Transform data using Spark in Synapse Analytics

Data engineers often use Spark notebooks as one of their preferred tools to perform extract, transform, and load (ETL) or extract, load, and transform (ELT) activities that transform data from one format or structure to another.

In this exercise, you’ll use a Spark notebook in Azure Synapse Analytics to transform data in files.

This exercise should take approximately 30 minutes to complete.

Before you start

You’ll need an Azure subscription in which you have administrative-level access.

Provision an Azure Synapse Analytics workspace

You’ll need an Azure Synapse Analytics workspace with access to data lake storage and a Spark pool.

In this exercise, you’ll use a combination of a PowerShell script and an ARM template to provision an Azure Synapse Analytics workspace.

  1. Sign into the Azure portal at https://portal.azure.com.
  2. Use the [>_] button to the right of the search bar at the top of the page to create a new Cloud Shell in the Azure portal, selecting a PowerShell environment and creating storage if prompted. The cloud shell provides a command line interface in a pane at the bottom of the Azure portal, as shown here:

    Azure portal with a cloud shell pane

    Note: If you have previously created a cloud shell that uses a Bash environment, use the the drop-down menu at the top left of the cloud shell pane to change it to PowerShell.

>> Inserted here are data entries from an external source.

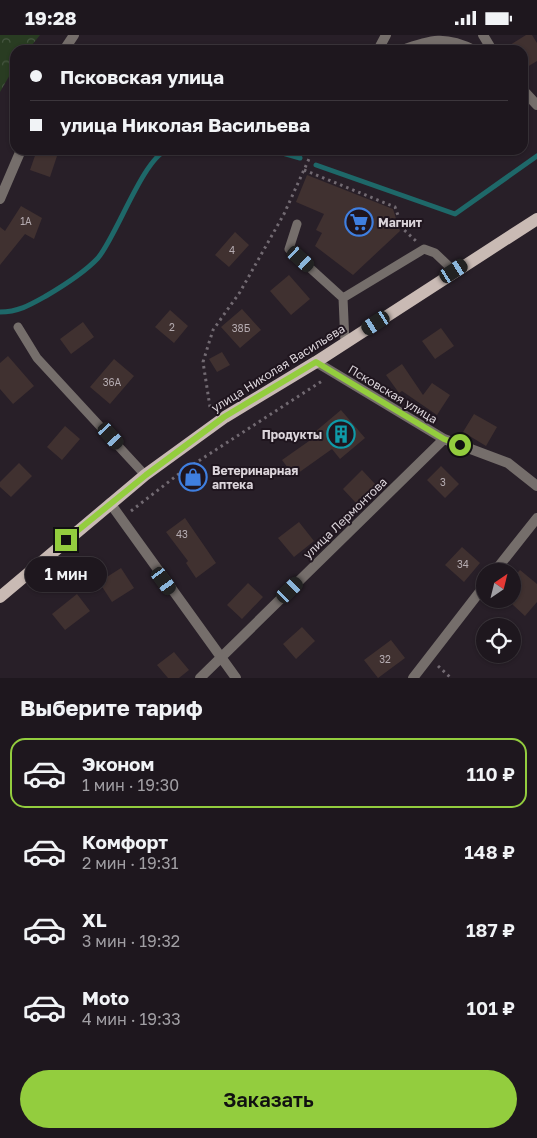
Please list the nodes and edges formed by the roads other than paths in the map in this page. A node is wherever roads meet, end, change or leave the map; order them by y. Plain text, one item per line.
1 (415, 45) edge
2 (466, 45) edge
3 (528, 95) edge
4 (537, 105) edge
5 (19, 155) edge
6 (0, 199) edge
7 (537, 219) edge
8 (297, 224) dead end
9 (454, 271) junction
10 (343, 298) junction
11 (18, 327) dead end
12 (344, 343) junction
13 (316, 362) junction
14 (444, 439) junction
15 (146, 475) junction
16 (537, 486) edge
17 (110, 503) junction
18 (537, 518) edge
19 (501, 563) edge
20 (0, 597) edge
21 (476, 597) edge
22 (220, 658) junction
23 (200, 678) edge
24 (236, 678) edge
25 (413, 678) edge

1 - 2 lane
3 - 4 street
5 - 6 street
7 - 9 main road, улица Николая Васильева
8 - 10 lane
9 - 10 lane
9 - 12 main road, улица Николая Васильева
10 - 12 lane
11 - 15 lane
12 - 13 main road, улица Николая Васильева
13 - 14 street, Псковская улица
13 - 15 main road, улица Николая Васильева
14 - 16 street, Псковская улица
14 - 22 street, улица Лермонтова
15 - 17 main road, улица Николая Васильева
17 - 20 main road, улица Николая Васильева
17 - 22 street
18 - 19 street
21 - 25 street
22 - 23 street, улица Лермонтова
22 - 24 street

  3. Note that you can resize the cloud shell by dragging the separator bar at the top of the pane, or by using the , , and X icons at the top right of the pane to minimize, maximize, and close the pane. For more information about using the Azure Cloud Shell, see the Azure Cloud Shell documentation.

  4. In the PowerShell pane, enter the following commands to clone this repo:

     rm -r dp-203 -f
     git clone https://github.com/MicrosoftLearning/dp-203-azure-data-engineer dp-203
    
  5. After the repo has been cloned, enter the following commands to change to the folder for this exercise and run the setup.ps1 script it contains:

     cd dp-203/Allfiles/labs/06
     ./setup.ps1
    
  6. If prompted, choose which subscription you want to use (this will only happen if you have access to multiple Azure subscriptions).
  7. When prompted, enter a suitable password to be set for the Azure Synapse SQL pool.

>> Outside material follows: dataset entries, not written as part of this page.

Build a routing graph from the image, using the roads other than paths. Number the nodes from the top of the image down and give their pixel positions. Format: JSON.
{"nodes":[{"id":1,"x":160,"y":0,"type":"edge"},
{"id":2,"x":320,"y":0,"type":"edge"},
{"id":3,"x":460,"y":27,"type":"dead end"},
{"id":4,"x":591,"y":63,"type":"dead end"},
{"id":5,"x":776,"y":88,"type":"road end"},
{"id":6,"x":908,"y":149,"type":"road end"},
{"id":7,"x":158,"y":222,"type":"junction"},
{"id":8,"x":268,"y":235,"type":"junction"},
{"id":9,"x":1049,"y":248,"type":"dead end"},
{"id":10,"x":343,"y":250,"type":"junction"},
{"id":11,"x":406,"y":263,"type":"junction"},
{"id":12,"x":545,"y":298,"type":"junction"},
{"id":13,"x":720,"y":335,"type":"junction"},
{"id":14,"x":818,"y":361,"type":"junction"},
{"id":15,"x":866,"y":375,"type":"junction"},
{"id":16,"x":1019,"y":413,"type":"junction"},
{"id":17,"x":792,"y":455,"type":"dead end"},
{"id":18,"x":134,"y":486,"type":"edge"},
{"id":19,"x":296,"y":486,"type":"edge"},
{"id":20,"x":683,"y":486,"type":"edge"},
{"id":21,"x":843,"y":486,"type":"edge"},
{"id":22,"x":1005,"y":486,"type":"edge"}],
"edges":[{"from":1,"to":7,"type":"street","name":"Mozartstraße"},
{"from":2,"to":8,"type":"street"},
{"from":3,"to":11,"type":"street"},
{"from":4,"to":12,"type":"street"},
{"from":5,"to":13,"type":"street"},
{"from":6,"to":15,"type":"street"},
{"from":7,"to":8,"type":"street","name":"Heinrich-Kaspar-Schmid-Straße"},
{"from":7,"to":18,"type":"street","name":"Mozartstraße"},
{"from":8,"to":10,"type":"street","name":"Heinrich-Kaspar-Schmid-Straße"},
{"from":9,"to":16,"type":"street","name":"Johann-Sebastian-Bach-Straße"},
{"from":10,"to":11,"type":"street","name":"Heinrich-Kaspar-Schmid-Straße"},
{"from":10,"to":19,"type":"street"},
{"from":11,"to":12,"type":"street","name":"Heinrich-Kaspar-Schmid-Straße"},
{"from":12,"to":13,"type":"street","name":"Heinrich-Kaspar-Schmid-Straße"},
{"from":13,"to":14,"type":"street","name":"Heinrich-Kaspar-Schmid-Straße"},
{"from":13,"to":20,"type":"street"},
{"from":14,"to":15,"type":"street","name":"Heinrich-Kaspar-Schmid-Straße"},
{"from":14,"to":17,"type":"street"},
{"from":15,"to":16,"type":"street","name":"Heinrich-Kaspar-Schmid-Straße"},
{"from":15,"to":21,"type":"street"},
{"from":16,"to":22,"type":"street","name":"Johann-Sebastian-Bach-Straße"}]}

    Note: Be sure to remember this password!

  8. Wait for the script to complete - this typically takes around 10 minutes, but in some cases may take longer. While you are waiting, review the Apache Spark in Azure Synapse Analytics Core Concepts article in the Azure Synapse Analytics documentation.

Use a Spark notebook to transform data

  1. After the deployment script has completed, in the Azure portal, go to the dp203-xxxxxxx resource group that it created, and notice that this resource group contains your Synapse workspace, a Storage account for your data lake, and an Apache Spark pool.
  2. Select your Synapse workspace, and in its Overview page, in the Open Synapse Studio card, select Open to open Synapse Studio in a new browser tab; signing in if prompted.
  3. On the left side of Synapse Studio, use the ›› icon to expand the menu - this reveals the different pages within Synapse Studio that you’ll use to manage resources and perform data analytics tasks.
  4. On the Manage page, select the Apache Spark pools tab and note that a Spark pool with a name similar to sparkxxxxxxx has been provisioned in the workspace.
  5. On the Data page, view the Linked tab and verify that your workspace includes a link to your Azure Data Lake Storage Gen2 storage account, which should have a name similar to synapsexxxxxxx (Primary - datalakexxxxxxx).
  6. Expand your storage account and verify that it contains a file system container named files (Primary).
  7. Select the files container, and note that it contains folders named data and synapse. The synapse folder is used by Azure Synapse, and the data folder contains the data files you are going to query.
  8. Open the data folder and observe that it contains .csv files for three years of sales data.
  9. Right-click any of the files and select Preview to see the data it contains. Note that the files contain a header row, so you can select the option to display column headers.
  10. Close the preview. Then download the Spark Transform.ipynb from from Allfiles/labs/06/notebooks

    Note: It’s best to copy this text using the ctrl+a then ctrl+c and pasting into a tool using ctrl+v, such as, notepad and then using file, save as Spark Transform.ipynb with a filetype of all files. You can also download the file by clicking on it, then selecting the ellipsis (…) and then download, remembering where you saved it. Download Spark notebook from GitHub

  11. Then on Develop page, expand Notebooks click on the + Import options

    Spark Notebook import

  12. Select the file you just downloaded and saved as Spark Transfrom.ipynb.
  13. Attach the notebook to your sparkxxxxxxx Spark pool.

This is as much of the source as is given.